There is an iterative interaction between wealth and income: ultimately, great
wealth adds unearned rentier income to earned income, further ratcheting up the
inequality process.

The
extravagances and incredible social tensions of Edwardian England, belle epoque
France and robber baron America seemed for ever left behind, but Piketty shows
how the period between 1910 and 1950, when that inequality was reduced, was
aberrant. It took war and depression to arrest the inequality dynamic, along
with the need to introduce high taxes on high incomes, especially unearned
incomes, to sustain social peace. Now the ineluctable process of blind capital
multiplying faster in fewer hands is under way again and on a global scale. The
consequences, writes Piketty, are “potentially terrifying”.

For
a start, almost no new entrepreneurs, except one or two spectacular Silicon
Valley start-ups, can ever make sufficient new money to challenge the
incredibly powerful concentrations of existing wealth. In this sense, the
“past devours the future”. It is telling that the Duke of Westminster
and the Earl of Cadogan are two of the richest men in Britain.
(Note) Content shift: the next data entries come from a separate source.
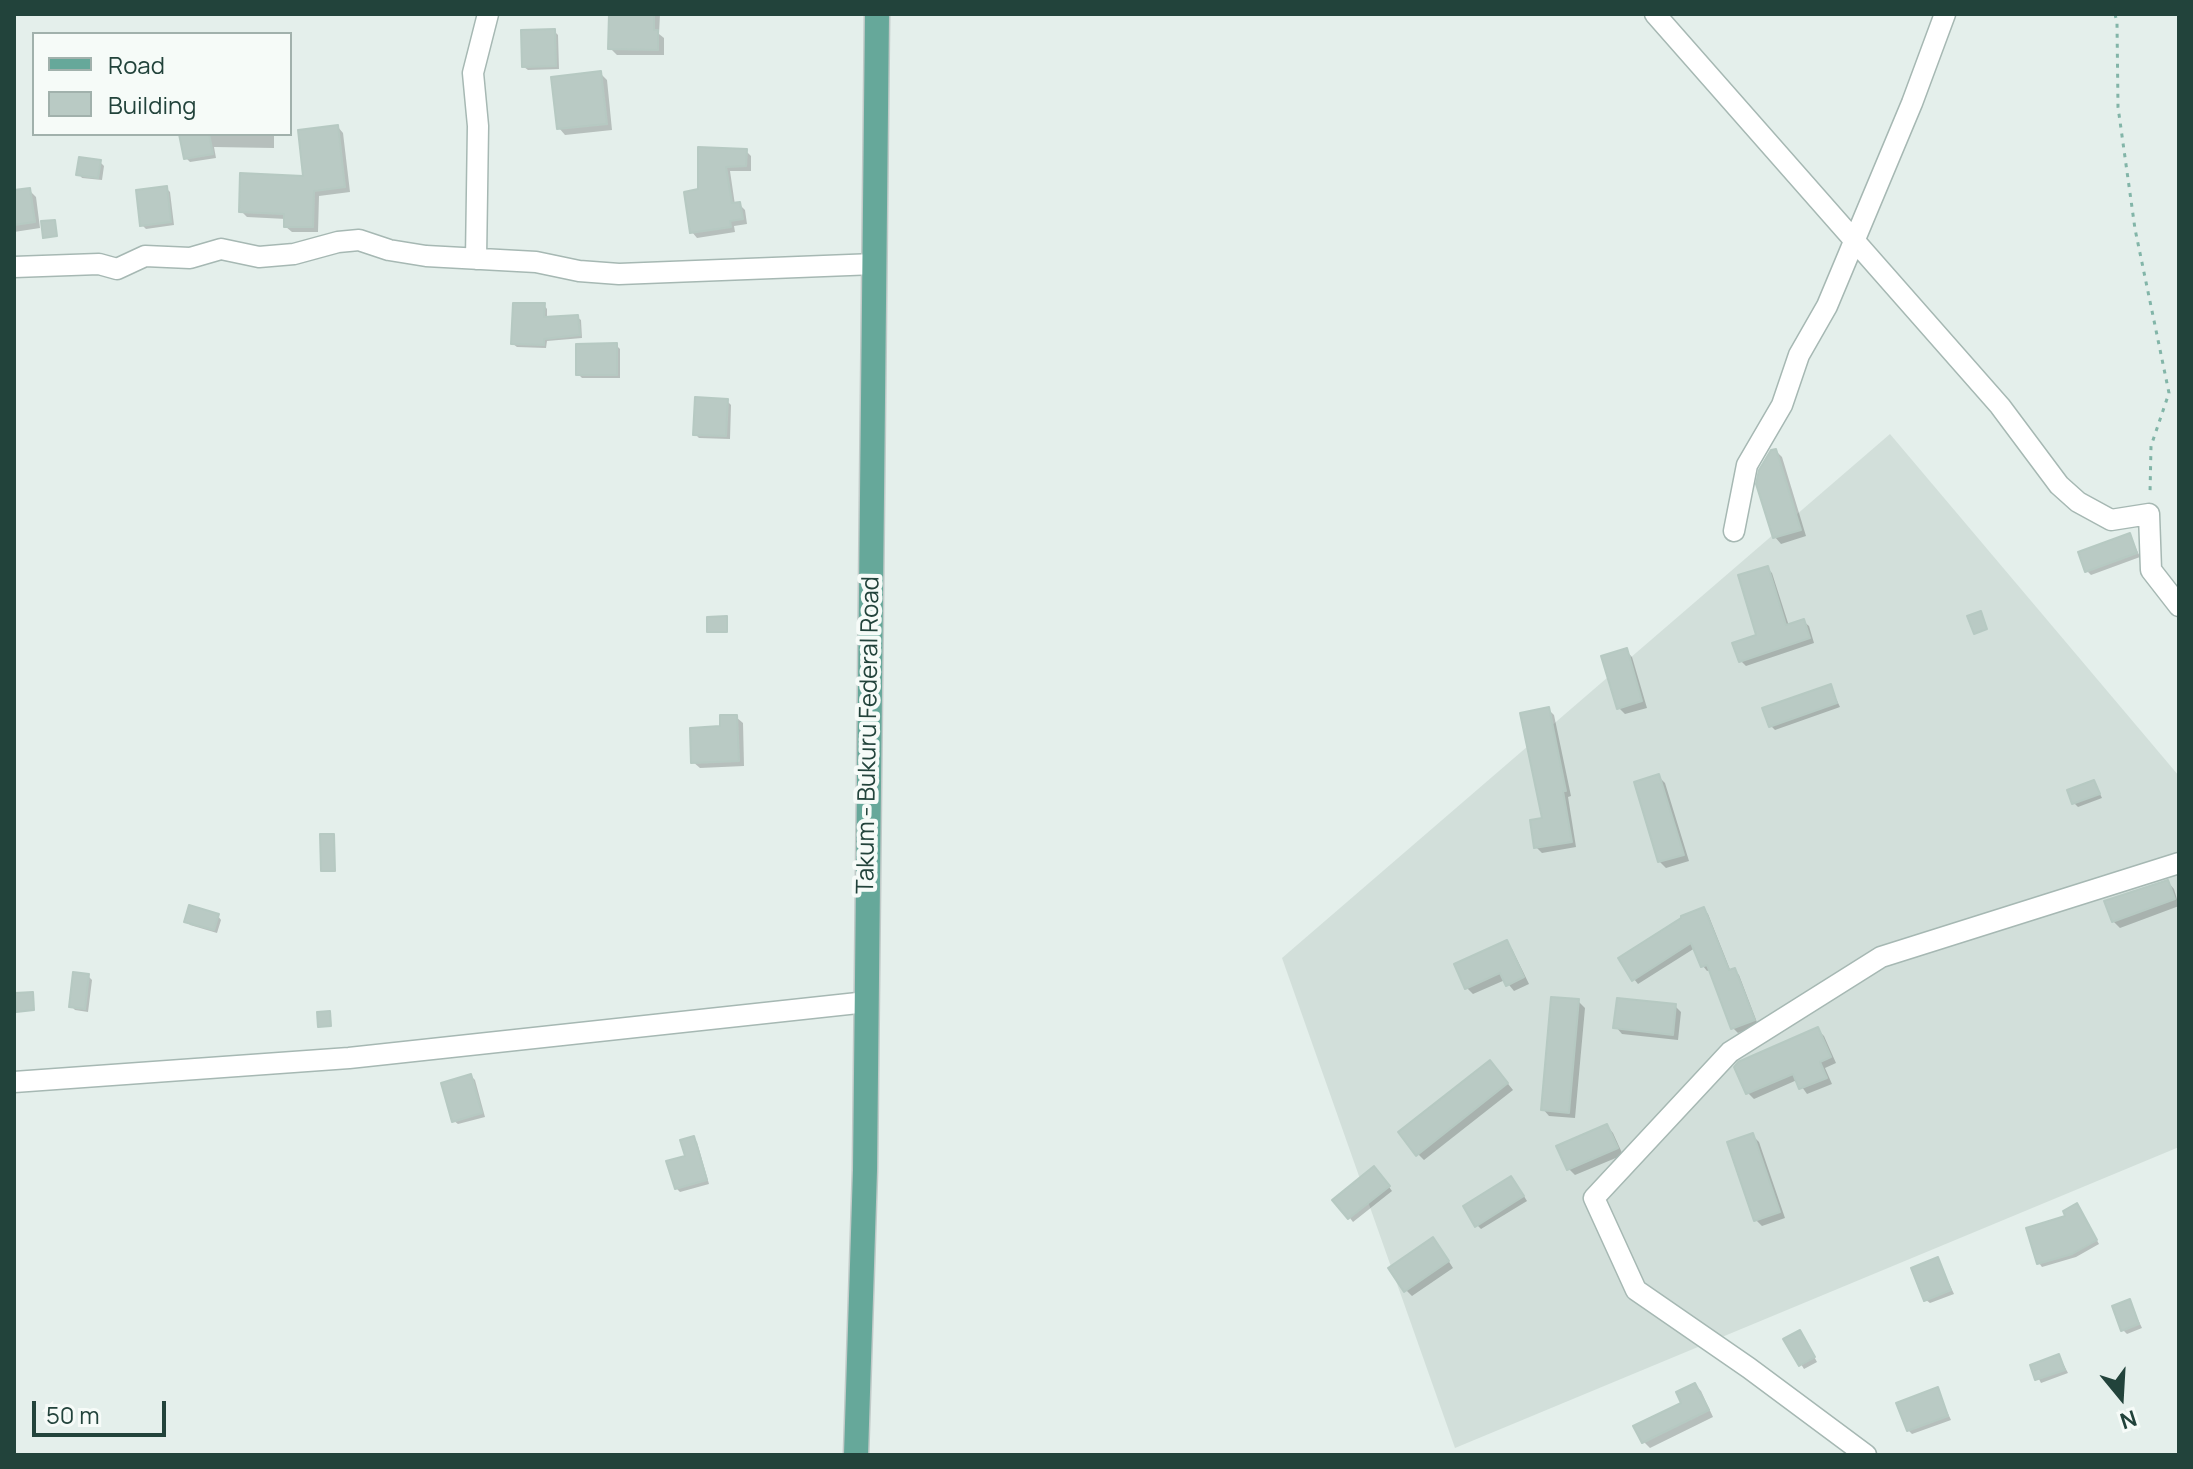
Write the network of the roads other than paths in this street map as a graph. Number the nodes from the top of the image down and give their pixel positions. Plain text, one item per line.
1 (488, 14) edge
2 (877, 14) edge
3 (1655, 14) edge
4 (1945, 14) edge
5 (1856, 240) junction
6 (476, 259) junction
7 (875, 264) junction
8 (14, 267) edge
9 (1734, 531) dead end
10 (2179, 606) edge
11 (2179, 863) edge
12 (867, 1002) junction
13 (14, 1082) edge
14 (856, 1455) edge
15 (1866, 1455) edge

1 - 6 street
2 - 7 main road, Takum - Bukuru Federal Road
3 - 5 street
4 - 5 street
5 - 9 street
5 - 10 street
6 - 7 street
6 - 8 street
7 - 12 main road, Takum - Bukuru Federal Road
11 - 15 street
12 - 13 street
12 - 14 main road, Takum - Bukuru Federal Road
This is entirely
by virtue of the fields in Mayfair and Chelsea their families owned centuries
ago and the unwillingness to clamp down on the loopholes that allow the family
estates to grow.

Anyone
with the capacity to own in an era when the returns exceed those of wages and
output will quickly become disproportionately and progressively richer. The
incentive is to be a rentier rather than a risk-taker: witness the explosion of
buy-to-let. Our companies and our rich don’t need to back frontier innovation
or even invest to produce: they just need to harvest their returns and tax
breaks, tax shelters and compound interest will do the rest.

Capitalist
dynamism is undermined, but other forces join to wreck the system. Piketty
notes that the rich are effective at protecting their wealth from taxation and
that progressively the proportion of the total tax burden shouldered by those
on middle incomes has risen. In Britain, it may be true that the top 1% pays a
third of all income tax, but income tax constitutes only 25% of all tax
revenue: 45% comes from VAT, excise duties and national insurance paid by the
mass of the population.

As
a result, the burden of paying for public goods such as education, health and housing is
increasingly shouldered by average taxpayers, who don’t have the wherewithal to
sustain them. Wealth inequality thus becomes a recipe for slowing,
innovation-averse, rentier economies, tougher working conditions and degraded
public services. Meanwhile, the rich get ever richer and more detached from the
societies of which they are part: not by merit or hard work, but simply because
they are lucky enough to be in command of capital receiving higher returns than
wages over time. Our collective sense of justice is outraged.

The
lesson of the past is that societies try to protect themselves: they close
their borders or have revolutions – or end up going to war. Piketty fears a
repeat. His critics argue that with higher living standards resentment of the
ultra-rich may no longer be as great – and his data is under intense scrutiny
for mistakes. So far it has all held up.

Nor
does it seem likely that human beings’ inherent sense of justice has been
suspended. Of course the reaction plays out differently in different eras: I
suspect some of the energy behind Scottish nationalism is the desire to build a
country where toxic wealth inequalities are less indulged than in England.

The
solutions – a top income tax rate of up to 80%, effective inheritance tax,
proper property taxes and, because the issue is global, a global wealth tax –
are currently inconceivable.

But
as Piketty says, the task of economists is to make them more conceivable.Capital certainly does that.